** Work to be completed **
Locate the word "name" in the entries below, then gather every line that holds it.

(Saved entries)
§ §

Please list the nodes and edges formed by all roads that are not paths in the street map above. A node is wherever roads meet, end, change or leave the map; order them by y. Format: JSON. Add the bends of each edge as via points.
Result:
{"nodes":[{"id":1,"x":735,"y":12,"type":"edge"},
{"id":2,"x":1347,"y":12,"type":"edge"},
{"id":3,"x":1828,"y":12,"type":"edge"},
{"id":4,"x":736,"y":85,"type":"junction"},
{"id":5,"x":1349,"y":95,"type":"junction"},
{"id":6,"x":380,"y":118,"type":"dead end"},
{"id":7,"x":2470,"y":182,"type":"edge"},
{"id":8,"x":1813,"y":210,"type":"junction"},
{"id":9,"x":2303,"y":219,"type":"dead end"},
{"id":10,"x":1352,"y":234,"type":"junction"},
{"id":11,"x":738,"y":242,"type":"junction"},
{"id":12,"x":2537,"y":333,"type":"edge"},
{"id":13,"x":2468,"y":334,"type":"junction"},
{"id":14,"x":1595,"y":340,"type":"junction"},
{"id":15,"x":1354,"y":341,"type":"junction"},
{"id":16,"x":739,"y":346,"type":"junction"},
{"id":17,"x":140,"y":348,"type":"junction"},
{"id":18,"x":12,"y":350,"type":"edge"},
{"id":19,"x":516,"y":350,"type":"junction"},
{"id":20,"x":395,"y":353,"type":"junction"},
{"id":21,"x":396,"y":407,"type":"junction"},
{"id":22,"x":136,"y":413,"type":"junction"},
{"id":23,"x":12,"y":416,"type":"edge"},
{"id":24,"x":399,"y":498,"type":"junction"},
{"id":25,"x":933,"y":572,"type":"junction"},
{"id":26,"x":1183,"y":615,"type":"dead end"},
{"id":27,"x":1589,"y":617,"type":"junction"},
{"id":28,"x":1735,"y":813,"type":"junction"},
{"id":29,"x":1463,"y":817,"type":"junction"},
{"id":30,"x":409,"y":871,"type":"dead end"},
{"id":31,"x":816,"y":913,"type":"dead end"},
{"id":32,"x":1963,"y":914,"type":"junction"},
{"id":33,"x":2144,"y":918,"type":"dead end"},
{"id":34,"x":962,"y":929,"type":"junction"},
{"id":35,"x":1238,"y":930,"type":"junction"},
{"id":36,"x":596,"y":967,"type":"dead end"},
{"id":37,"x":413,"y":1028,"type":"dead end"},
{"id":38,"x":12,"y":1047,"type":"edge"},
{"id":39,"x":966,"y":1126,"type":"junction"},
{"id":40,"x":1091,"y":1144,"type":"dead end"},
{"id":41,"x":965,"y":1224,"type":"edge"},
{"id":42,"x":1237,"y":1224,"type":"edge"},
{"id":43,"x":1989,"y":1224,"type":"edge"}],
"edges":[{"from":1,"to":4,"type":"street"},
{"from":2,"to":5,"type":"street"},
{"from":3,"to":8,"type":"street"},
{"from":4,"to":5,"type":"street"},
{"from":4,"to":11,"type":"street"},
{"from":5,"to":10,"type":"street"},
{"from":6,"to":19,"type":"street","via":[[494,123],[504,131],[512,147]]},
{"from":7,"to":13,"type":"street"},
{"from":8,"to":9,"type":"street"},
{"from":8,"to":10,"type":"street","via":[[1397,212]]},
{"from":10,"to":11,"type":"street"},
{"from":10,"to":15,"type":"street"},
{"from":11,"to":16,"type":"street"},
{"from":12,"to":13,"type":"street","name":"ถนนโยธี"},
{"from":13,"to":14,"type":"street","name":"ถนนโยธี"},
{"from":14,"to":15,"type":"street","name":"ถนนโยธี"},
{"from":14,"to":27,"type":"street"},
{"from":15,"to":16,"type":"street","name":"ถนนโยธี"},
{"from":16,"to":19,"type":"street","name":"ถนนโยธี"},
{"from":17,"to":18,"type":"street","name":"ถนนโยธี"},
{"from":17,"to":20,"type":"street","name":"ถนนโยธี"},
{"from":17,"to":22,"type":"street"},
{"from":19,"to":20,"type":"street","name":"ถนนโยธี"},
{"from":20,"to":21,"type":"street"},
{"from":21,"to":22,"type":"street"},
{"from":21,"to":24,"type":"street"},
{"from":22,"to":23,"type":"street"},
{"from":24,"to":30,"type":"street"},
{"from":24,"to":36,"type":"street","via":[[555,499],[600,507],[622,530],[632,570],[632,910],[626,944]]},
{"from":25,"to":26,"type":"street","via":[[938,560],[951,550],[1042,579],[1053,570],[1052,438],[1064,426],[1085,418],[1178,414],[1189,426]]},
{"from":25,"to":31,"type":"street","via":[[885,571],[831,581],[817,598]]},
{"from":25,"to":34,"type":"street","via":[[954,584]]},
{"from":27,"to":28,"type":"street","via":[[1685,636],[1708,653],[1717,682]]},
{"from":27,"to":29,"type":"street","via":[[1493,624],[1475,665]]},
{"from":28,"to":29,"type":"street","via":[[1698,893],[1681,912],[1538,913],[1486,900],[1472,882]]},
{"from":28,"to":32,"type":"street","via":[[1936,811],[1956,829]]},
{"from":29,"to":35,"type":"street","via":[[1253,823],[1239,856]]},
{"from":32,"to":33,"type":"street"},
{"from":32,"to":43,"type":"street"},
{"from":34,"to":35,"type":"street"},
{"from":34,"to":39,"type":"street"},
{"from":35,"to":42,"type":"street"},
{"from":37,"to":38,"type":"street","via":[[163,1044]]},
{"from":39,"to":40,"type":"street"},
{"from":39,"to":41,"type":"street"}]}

§ §

** Task response **
{"from":12,"to":13,"type":"street","name":"ถนนโยธี"},
{"from":13,"to":14,"type":"street","name":"ถนนโยธี"},
{"from":14,"to":15,"type":"street","name":"ถนนโยธี"},
{"from":15,"to":16,"type":"street","name":"ถนนโยธี"},
{"from":16,"to":19,"type":"street","name":"ถนนโยธี"},
{"from":17,"to":18,"type":"street","name":"ถนนโยธี"},
{"from":17,"to":20,"type":"street","name":"ถนนโยธี"},
{"from":19,"to":20,"type":"street","name":"ถนนโยธี"},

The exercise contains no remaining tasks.